__Instructions for the task__. Looking through the data, please report how many lines contain the string "Ghanta", giving nothing but the number.

__Given records__.
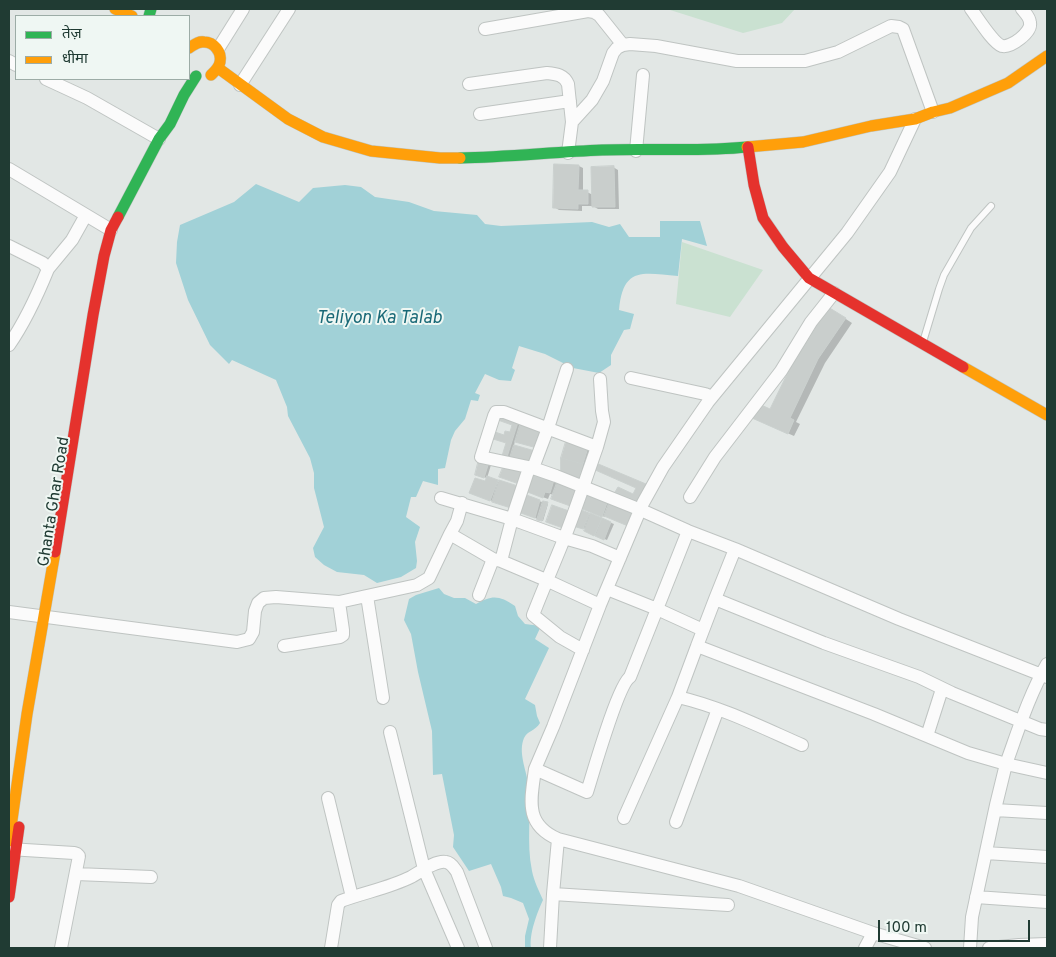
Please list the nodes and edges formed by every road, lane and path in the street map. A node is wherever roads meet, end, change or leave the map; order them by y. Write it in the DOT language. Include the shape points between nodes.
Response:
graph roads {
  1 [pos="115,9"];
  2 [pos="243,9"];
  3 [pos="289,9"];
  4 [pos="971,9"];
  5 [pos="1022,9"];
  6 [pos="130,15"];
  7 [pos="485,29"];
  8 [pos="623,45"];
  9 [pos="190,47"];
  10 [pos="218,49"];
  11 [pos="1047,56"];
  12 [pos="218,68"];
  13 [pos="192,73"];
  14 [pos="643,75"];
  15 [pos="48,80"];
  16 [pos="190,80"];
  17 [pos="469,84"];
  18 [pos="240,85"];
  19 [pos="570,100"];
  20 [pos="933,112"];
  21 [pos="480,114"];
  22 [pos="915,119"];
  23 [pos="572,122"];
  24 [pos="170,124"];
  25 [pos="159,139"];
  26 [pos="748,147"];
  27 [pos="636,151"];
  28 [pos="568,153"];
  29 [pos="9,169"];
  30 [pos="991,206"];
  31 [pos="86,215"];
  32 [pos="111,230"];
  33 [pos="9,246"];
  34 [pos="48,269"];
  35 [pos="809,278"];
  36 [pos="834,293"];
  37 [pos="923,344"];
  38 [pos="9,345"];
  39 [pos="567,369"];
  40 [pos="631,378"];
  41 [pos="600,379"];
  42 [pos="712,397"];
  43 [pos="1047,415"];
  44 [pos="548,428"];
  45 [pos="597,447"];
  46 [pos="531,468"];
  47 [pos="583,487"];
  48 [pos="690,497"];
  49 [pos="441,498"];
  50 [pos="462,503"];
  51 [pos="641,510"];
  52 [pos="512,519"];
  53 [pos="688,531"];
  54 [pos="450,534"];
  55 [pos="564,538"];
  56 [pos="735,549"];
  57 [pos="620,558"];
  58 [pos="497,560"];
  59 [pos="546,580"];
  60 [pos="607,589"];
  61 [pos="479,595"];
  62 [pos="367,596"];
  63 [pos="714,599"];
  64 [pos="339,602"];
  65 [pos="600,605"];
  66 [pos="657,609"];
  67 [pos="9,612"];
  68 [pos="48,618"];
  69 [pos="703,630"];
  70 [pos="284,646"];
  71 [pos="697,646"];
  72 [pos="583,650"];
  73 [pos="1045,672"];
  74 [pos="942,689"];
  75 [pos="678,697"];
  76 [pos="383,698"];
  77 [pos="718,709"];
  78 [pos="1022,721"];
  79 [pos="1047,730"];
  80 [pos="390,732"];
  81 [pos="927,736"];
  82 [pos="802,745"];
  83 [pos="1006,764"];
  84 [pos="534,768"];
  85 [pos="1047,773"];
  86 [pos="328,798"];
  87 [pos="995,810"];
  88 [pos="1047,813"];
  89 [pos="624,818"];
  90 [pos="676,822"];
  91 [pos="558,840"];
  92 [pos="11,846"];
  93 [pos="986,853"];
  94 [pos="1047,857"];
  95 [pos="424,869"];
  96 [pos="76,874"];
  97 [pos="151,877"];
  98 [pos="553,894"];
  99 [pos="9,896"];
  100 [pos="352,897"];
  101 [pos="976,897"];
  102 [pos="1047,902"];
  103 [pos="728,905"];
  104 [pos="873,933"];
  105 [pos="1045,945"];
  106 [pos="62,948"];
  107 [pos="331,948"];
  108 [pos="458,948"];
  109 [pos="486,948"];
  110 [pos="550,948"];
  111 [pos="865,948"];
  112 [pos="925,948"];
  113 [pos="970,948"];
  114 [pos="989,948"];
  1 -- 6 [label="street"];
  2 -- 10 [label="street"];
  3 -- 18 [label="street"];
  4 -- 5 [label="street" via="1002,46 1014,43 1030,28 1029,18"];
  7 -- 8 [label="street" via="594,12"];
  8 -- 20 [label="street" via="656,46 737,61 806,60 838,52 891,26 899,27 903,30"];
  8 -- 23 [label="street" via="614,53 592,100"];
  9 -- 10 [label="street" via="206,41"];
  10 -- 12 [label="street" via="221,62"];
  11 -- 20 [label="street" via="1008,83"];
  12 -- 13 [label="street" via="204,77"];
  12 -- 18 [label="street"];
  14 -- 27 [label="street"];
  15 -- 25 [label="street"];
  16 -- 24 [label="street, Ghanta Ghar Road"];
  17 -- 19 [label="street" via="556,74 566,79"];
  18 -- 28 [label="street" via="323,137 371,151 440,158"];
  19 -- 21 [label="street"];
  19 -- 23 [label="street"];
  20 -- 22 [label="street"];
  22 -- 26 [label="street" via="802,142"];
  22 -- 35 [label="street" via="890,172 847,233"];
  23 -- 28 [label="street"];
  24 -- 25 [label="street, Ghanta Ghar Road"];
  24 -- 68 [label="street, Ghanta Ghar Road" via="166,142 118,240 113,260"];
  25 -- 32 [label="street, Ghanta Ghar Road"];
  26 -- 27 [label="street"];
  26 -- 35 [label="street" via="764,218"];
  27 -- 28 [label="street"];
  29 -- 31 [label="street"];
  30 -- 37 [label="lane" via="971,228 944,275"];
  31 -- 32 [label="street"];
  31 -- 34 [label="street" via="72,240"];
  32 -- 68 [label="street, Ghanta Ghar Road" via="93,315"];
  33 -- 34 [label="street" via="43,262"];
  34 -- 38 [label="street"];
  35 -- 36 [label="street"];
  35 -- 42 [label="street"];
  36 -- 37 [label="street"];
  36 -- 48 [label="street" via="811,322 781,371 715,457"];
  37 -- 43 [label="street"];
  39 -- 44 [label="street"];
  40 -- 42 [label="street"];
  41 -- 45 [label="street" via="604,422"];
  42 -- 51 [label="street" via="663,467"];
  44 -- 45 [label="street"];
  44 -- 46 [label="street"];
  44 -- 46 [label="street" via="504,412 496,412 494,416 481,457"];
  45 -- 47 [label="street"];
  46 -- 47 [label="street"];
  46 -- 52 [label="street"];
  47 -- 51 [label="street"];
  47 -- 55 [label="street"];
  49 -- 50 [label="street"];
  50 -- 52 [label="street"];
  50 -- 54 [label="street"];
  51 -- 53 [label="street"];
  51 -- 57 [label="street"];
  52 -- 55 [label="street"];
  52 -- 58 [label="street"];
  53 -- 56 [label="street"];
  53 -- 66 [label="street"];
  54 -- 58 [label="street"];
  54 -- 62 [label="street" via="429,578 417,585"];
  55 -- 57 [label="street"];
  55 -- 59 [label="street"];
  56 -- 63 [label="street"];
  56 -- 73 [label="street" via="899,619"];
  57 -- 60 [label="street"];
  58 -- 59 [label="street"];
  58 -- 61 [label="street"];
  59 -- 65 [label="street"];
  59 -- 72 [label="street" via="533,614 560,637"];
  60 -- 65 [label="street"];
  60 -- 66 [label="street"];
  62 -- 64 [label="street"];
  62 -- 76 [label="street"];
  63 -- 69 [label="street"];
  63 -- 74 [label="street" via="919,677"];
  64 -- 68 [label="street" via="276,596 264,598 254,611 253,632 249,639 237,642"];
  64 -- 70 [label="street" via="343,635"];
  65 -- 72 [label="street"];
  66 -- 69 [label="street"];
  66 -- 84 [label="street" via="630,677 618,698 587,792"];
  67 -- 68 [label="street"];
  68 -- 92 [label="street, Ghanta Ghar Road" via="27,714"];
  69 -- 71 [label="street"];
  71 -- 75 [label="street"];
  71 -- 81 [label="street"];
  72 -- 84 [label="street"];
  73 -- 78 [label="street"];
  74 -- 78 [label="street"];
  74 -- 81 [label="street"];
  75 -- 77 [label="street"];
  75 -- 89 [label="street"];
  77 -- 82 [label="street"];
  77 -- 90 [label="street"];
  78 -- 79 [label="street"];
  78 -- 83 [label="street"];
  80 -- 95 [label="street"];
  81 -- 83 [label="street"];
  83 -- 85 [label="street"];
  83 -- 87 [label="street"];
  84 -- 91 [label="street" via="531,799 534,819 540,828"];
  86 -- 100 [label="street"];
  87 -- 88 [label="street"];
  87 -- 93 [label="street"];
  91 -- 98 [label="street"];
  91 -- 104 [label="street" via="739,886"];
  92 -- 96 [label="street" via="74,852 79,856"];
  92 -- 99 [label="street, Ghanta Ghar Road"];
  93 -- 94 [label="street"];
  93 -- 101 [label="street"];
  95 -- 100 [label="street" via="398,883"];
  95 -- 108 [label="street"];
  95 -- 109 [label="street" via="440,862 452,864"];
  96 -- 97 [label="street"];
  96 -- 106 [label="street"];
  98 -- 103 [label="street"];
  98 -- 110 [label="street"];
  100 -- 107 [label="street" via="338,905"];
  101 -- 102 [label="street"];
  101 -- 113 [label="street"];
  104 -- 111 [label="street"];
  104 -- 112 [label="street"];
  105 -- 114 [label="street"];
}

__Answer box__. 7